* **Input data**
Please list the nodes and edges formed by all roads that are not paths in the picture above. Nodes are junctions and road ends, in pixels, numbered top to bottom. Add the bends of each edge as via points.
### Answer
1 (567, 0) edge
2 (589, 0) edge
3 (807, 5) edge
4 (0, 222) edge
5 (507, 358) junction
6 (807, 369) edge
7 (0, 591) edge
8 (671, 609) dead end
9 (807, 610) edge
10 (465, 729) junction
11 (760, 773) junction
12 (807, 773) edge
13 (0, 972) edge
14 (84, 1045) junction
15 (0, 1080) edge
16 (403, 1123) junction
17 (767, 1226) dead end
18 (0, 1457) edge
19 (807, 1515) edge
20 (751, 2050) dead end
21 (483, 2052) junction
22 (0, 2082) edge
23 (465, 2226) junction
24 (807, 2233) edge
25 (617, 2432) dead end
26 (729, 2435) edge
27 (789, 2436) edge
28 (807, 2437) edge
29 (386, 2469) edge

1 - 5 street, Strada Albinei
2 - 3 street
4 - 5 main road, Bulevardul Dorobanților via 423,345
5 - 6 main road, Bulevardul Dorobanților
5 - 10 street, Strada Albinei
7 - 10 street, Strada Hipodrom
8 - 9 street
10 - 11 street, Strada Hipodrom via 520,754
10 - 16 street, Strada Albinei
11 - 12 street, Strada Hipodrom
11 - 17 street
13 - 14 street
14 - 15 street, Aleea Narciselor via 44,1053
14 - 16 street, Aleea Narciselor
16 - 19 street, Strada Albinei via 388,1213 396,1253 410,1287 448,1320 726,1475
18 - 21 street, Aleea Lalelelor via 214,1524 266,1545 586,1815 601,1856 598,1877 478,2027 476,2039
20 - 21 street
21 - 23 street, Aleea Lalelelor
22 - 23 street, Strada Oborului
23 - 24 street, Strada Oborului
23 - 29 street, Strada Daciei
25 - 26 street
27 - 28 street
* * *
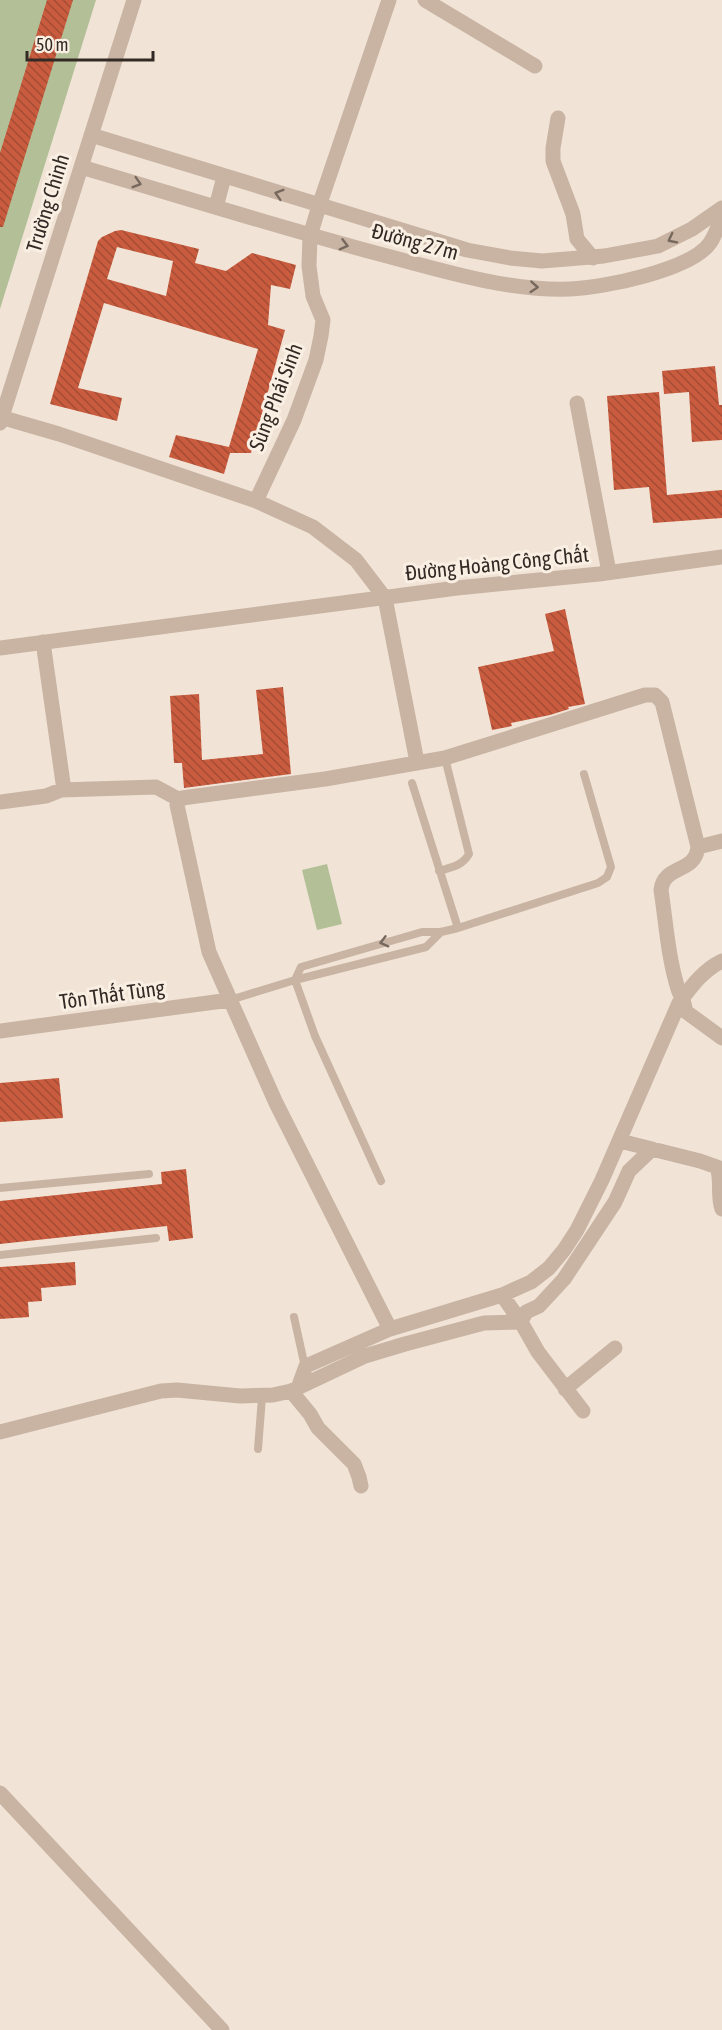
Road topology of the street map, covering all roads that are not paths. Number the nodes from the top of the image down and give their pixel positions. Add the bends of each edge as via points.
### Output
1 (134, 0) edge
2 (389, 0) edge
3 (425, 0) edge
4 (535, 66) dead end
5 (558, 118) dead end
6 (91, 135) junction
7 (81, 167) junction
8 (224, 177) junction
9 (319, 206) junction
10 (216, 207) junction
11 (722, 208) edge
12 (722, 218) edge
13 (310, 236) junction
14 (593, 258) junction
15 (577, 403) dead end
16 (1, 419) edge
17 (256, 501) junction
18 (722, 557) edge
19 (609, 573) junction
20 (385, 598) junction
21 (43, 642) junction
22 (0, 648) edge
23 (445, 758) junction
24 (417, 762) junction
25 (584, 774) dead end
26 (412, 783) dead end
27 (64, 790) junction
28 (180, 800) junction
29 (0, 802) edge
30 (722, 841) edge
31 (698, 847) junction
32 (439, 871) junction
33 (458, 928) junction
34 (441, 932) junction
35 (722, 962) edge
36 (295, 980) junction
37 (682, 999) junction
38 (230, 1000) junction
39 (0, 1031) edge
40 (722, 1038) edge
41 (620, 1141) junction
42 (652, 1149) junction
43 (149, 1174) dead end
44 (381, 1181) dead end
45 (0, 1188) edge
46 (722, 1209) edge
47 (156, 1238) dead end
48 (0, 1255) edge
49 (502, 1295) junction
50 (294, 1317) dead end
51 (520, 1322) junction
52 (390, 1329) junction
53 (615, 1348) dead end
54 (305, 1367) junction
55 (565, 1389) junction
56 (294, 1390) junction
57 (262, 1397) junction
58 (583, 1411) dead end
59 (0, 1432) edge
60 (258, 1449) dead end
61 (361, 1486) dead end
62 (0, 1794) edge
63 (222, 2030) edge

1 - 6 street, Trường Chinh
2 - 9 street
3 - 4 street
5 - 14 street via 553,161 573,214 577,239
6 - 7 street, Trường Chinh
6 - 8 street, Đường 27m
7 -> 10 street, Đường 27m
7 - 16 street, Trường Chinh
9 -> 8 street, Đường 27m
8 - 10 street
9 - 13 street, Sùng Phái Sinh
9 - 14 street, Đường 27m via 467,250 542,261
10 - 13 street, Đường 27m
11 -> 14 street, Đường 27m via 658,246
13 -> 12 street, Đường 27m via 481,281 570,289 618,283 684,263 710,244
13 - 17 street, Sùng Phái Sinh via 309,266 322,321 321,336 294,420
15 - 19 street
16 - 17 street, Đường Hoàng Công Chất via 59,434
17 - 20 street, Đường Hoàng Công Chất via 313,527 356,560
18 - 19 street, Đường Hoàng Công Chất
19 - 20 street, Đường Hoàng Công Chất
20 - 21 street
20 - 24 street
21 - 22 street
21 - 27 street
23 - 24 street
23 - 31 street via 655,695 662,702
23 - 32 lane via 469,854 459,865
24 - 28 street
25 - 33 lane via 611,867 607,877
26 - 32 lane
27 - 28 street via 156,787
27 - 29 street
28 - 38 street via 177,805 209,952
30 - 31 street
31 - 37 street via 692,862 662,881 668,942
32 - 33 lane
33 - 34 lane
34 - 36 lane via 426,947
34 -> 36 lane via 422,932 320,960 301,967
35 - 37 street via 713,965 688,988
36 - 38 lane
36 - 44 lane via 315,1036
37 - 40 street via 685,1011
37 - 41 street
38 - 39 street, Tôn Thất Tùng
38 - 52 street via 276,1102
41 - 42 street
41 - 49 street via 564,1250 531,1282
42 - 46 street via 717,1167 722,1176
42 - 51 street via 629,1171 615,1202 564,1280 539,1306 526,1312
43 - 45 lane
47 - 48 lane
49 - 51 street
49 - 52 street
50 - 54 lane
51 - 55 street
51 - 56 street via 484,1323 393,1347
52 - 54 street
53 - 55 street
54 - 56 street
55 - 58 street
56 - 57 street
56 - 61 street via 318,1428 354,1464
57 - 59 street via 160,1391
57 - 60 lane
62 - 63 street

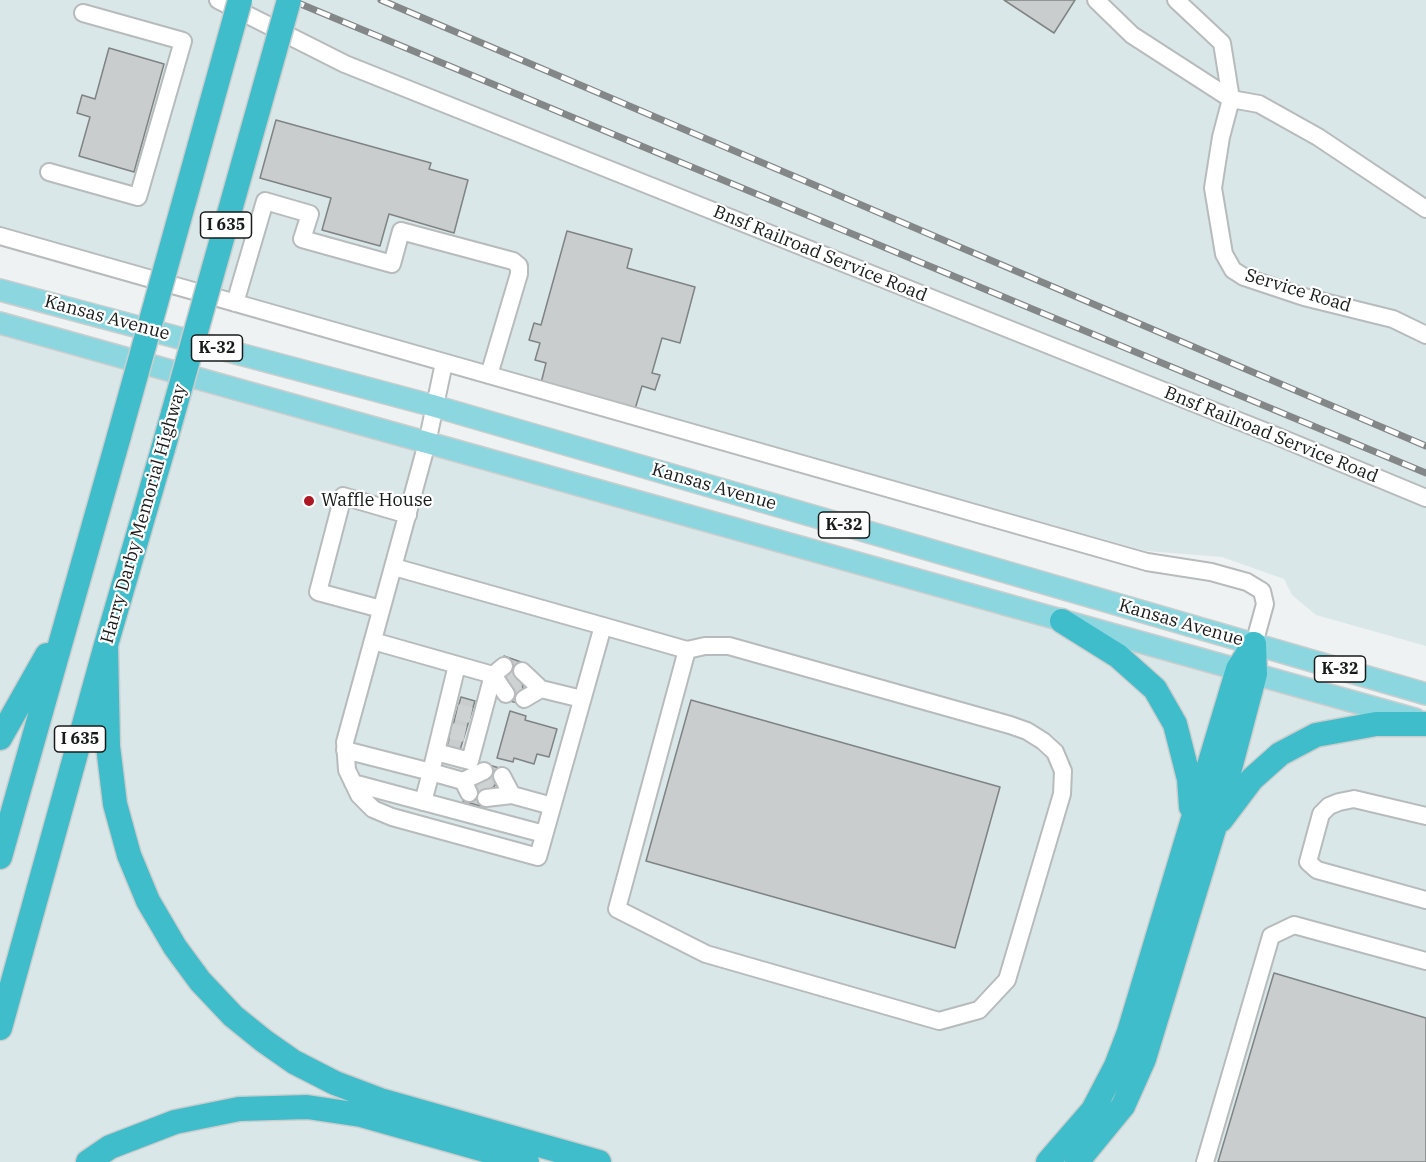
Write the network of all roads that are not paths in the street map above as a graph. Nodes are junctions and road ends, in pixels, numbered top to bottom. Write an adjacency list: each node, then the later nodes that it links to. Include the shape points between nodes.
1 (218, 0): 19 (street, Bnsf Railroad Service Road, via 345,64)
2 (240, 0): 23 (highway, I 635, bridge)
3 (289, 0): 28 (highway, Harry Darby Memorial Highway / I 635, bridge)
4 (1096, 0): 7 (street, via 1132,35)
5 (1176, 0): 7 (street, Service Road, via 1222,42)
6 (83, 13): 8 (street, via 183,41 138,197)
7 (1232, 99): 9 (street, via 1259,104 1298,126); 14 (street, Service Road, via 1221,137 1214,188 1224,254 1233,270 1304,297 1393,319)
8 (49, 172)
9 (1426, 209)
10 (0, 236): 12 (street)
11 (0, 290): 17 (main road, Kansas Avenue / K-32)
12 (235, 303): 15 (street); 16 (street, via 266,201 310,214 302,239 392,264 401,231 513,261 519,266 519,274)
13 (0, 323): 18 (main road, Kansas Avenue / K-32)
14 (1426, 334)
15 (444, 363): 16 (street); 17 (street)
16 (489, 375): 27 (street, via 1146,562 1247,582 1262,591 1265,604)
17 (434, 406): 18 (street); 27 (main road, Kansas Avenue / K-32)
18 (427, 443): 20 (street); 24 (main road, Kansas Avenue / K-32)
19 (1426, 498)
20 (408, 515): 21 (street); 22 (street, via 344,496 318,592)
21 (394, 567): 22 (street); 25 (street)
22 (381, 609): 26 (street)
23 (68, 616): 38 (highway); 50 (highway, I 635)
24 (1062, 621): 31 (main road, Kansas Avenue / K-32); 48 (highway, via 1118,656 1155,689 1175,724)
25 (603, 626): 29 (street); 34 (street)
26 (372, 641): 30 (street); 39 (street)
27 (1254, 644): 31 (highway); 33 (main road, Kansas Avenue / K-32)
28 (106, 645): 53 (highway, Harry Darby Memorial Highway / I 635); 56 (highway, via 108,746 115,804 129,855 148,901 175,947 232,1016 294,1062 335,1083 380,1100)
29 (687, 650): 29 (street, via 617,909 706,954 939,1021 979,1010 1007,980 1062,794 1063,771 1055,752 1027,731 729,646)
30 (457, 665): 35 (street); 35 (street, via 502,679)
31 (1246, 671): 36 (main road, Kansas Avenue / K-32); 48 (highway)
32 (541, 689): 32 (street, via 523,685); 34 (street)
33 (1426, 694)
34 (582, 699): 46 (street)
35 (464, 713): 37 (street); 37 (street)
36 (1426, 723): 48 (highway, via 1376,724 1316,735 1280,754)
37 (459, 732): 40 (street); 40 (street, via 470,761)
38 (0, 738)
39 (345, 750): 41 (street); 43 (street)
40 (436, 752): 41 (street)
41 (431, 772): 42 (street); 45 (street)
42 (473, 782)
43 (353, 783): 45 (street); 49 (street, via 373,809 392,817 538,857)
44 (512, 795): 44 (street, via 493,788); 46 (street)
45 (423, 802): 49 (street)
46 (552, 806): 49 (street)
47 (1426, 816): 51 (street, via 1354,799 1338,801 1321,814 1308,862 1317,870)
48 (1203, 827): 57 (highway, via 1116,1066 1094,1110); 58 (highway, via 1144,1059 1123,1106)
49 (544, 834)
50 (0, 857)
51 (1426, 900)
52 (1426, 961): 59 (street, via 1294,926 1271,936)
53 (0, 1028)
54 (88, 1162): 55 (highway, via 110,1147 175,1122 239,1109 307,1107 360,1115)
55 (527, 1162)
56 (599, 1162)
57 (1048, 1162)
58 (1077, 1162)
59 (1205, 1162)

* **Work to complete**
Work out how many lines in the material contain the string "main", then write that number and nothing more.

* **Task answer**
9